** Opening Material shown block **

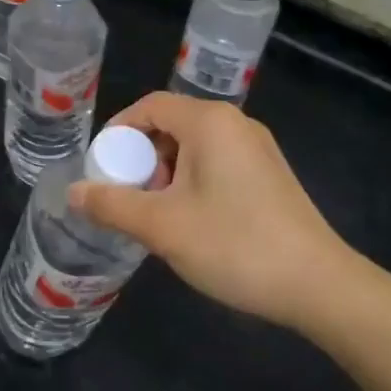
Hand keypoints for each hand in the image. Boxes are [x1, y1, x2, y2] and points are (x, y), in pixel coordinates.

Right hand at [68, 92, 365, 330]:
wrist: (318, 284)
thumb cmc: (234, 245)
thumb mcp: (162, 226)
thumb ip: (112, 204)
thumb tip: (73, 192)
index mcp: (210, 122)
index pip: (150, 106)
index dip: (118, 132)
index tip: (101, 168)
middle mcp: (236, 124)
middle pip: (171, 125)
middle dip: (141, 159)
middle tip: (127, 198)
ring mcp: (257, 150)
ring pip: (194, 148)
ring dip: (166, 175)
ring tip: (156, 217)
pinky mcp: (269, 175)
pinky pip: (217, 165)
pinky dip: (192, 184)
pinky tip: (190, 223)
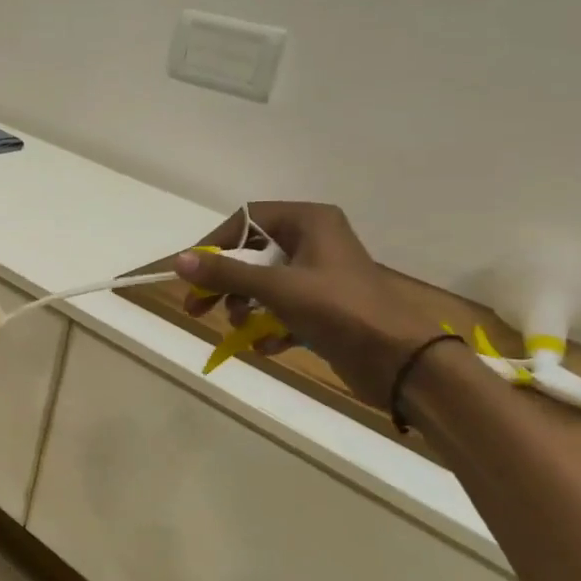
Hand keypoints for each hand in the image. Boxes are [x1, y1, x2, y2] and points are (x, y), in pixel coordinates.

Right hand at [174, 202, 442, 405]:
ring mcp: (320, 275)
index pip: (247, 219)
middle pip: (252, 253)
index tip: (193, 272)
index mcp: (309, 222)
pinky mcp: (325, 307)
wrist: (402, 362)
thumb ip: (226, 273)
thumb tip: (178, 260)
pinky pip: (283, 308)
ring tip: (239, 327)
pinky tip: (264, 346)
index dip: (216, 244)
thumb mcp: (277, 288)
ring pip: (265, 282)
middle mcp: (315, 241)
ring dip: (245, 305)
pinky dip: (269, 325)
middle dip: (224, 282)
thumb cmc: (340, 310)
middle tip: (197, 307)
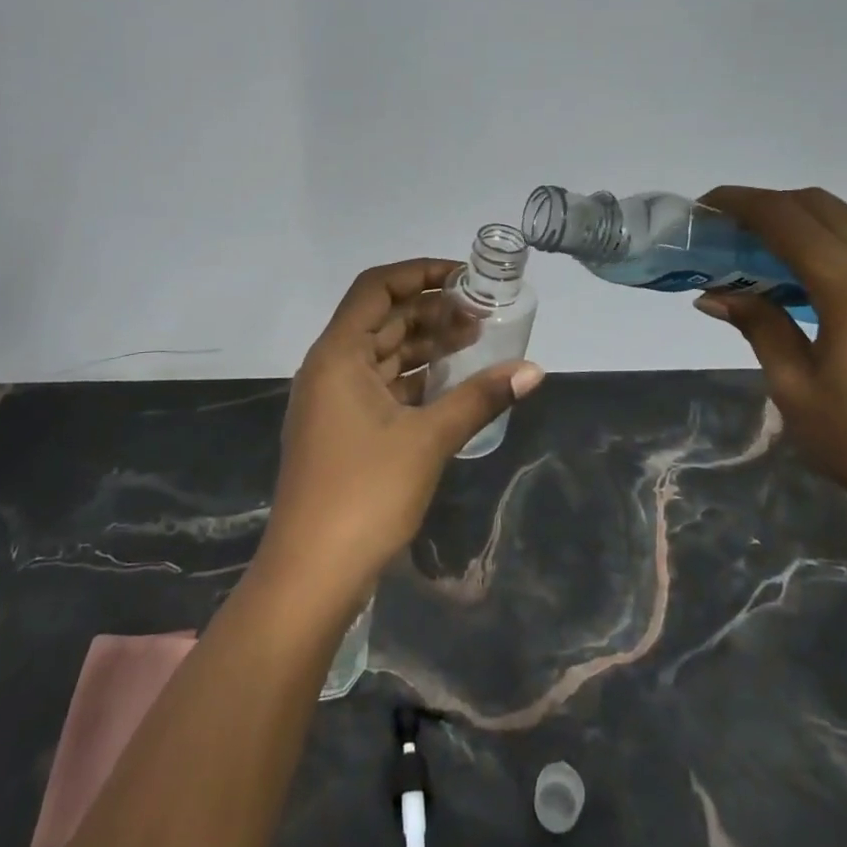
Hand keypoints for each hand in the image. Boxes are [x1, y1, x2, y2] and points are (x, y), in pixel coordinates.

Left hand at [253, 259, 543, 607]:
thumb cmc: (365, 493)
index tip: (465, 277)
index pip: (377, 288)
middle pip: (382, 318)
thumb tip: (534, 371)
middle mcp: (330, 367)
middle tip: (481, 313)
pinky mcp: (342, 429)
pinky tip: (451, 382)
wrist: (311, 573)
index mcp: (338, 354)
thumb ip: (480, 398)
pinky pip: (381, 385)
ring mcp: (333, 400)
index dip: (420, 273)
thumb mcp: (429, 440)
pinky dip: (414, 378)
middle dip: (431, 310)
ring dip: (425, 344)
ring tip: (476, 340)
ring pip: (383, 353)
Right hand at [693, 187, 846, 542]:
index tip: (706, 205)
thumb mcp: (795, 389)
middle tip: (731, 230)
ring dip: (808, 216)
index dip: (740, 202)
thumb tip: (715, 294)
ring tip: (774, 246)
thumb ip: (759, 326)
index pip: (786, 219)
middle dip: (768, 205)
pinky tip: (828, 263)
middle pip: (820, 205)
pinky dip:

** Closing Material shown block **

**To do**
After locating the line with "index pip: (786, 219)", output that line and every later one exactly, through the end of the entries above.

**Answer space**
index pip: (786, 219)
middle dip: (768, 205)
pinky tip: (828, 263)
middle pip: (820, 205)
pinky dip:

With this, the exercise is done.